Beijing reported population decline for the first time in decades—the long-term economic impact could prove painful.

Happy Thursday! A 3.5-foot statue of the Twitter logo sold for $100,000 at auction this week as the social media company seeks to both boost revenue and unload supplies from its San Francisco headquarters after thousands of employees were laid off.

To the person who finished second in the bidding: You clearly have some disposable income, can we interest you in 1,000 annual gift subscriptions to The Dispatch?

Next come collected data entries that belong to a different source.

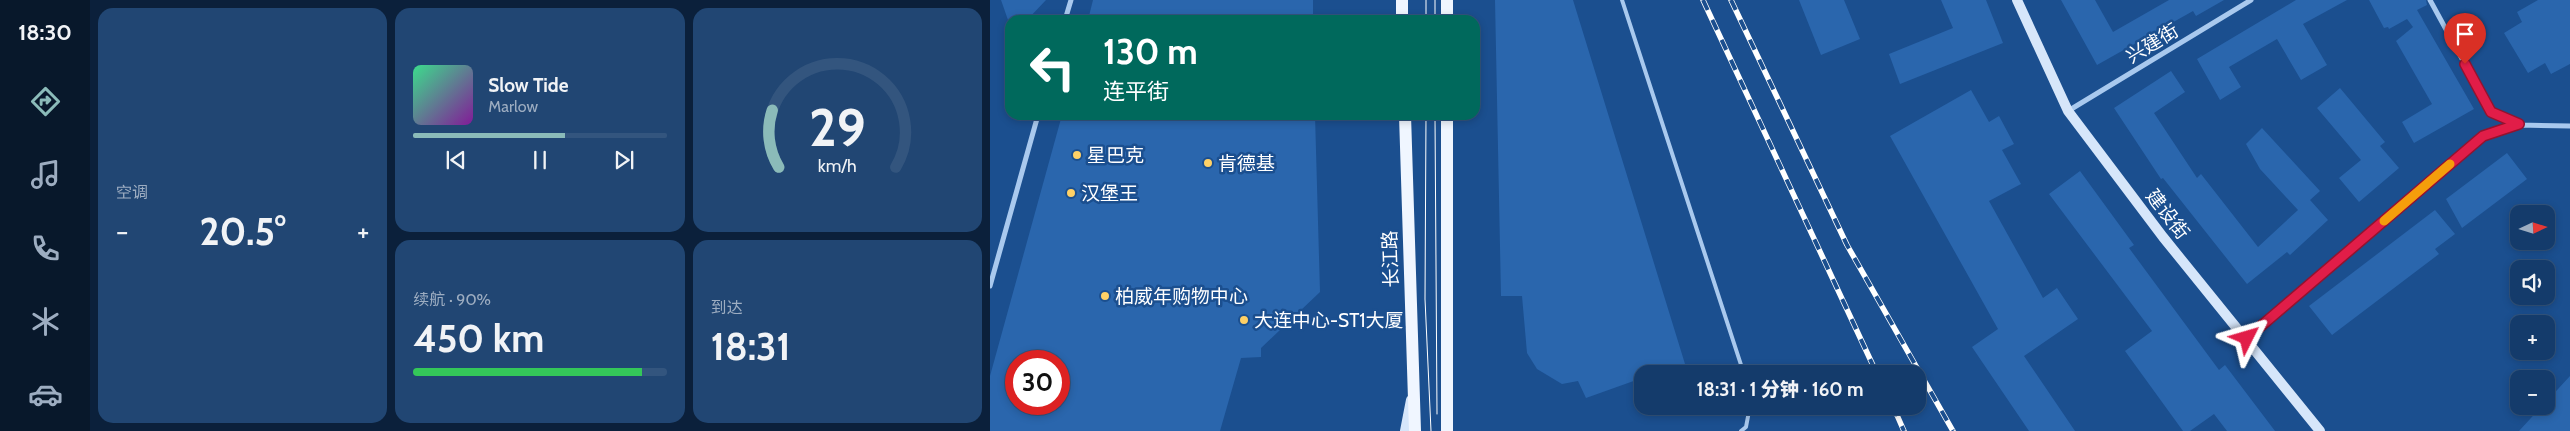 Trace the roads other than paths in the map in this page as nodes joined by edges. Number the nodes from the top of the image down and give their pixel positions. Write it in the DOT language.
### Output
graph roads {
  1 [pos="1071,0"];
  2 [pos="1402,0"];
  3 [pos="1447,0"];
  4 [pos="1622,0"];
  5 [pos="2017,0"];
  6 [pos="2251,0"];
  7 [pos="2430,0"];
  8 [pos="1066,15"];
  9 [pos="1402,15"];
  10 [pos="1447,15"];
  11 [pos="2068,111"];
  12 [pos="1037,120"];
  13 [pos="1405,120"];
  14 [pos="1447,120"];
  15 [pos="2519,124"];
  16 [pos="2570,126"];
  17 [pos="990,286"];
  18 [pos="2247,338"];
  19 [pos="1741,365"];
  20 [pos="1412,389"];
  21 [pos="1748,415"];
  22 [pos="1405,431"];
  23 [pos="1415,431"];
  24 [pos="1447,431"];
  25 [pos="1741,431"];
  26 [pos="2320,431"];
  1 -- 8 [label="street"];
  2 -- 9 [label="main road"];
  3 -- 10 [label="main road"];
  4 -- 19 [label="lane"];
  5 -- 11 [label="main road, 建设街"];
  6 -- 11 [label="street, 兴建街"];
  7 -- 15 [label="street"];
  11 -- 18 [label="main road, 建设街"];
  12 -- 17 [label="street"];
  13 -- 20 [label="main road, 长江路"];
  14 -- 24 [label="main road"];
  15 -- 16 [label="street"];
  15 -- 18 [label="street"];
  18 -- 26 [label="main road, 建设街"];
  20 -- 22 [label="main road"];
  20 -- 23 [label="main road, 长江路"];
  21 -- 25 [label="lane"];
}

Quick Hits: Today’s Top Stories

  • Fourteen people were killed and 25 more wounded when a helicopter crashed near a nursery school in a city near Kyiv on Wednesday. Ukraine’s interior minister Denys Monastyrsky and state secretary Yuriy Lubkovich were among those killed, but the cause of the crash—and whether Russia was behind it—remains unclear.
  • New Zealand Prime Minister Jacinda Ardern announced this morning she will step down from her post by early next month, opting not to run for re-election in October after leading the Oceanic nation since 2017. “Leading a country is the most privileged job anyone could ever have, but also the most challenging,” the center-left 42 year old told reporters. “You cannot and should not do the job unless you have a full tank, plus a bit in reserve for those unplanned and unexpected challenges.” Another Labour Party leader will be sworn in upon Ardern’s resignation, but the party’s standing has plummeted in the polls and Ardern’s replacement could face an uphill climb in this year’s election.
  • The Commerce Department reported Wednesday that U.S. retail sales fell 1.1 percent month-over-month in December, the largest such decline of 2022, just ahead of November’s 1 percent drop. The data is yet another indicator pointing toward a slowing economy as the Federal Reserve hikes interest rates, and the Dow Jones Industrial Average fell more than 600 points yesterday as investors price in the likelihood of a recession.
  • The Labor Department reported Wednesday that the producer price index (PPI)—a measure of what suppliers and wholesalers are charging customers—rose 6.2 percent year-over-year in December, down from November’s 7.3 percent annual rate and the measure’s lowest reading since March 2021. Core PPI—which excludes food and energy prices—slowed to a 4.6 percent annual rate in December.
  • The United Kingdom’s Office for National Statistics reported Wednesday that annual inflation in the U.K. fell for the second consecutive month, from 10.7 percent in November to 10.5 percent in December. Core inflation remained unchanged at 6.3 percent, leading investors to believe the Bank of England will continue hiking interest rates in the coming months.

Age Before Wealth

A staff member helps a child put on a mask as she holds a Communist Party of China flag. (Photo by STR/AFP via Getty Images)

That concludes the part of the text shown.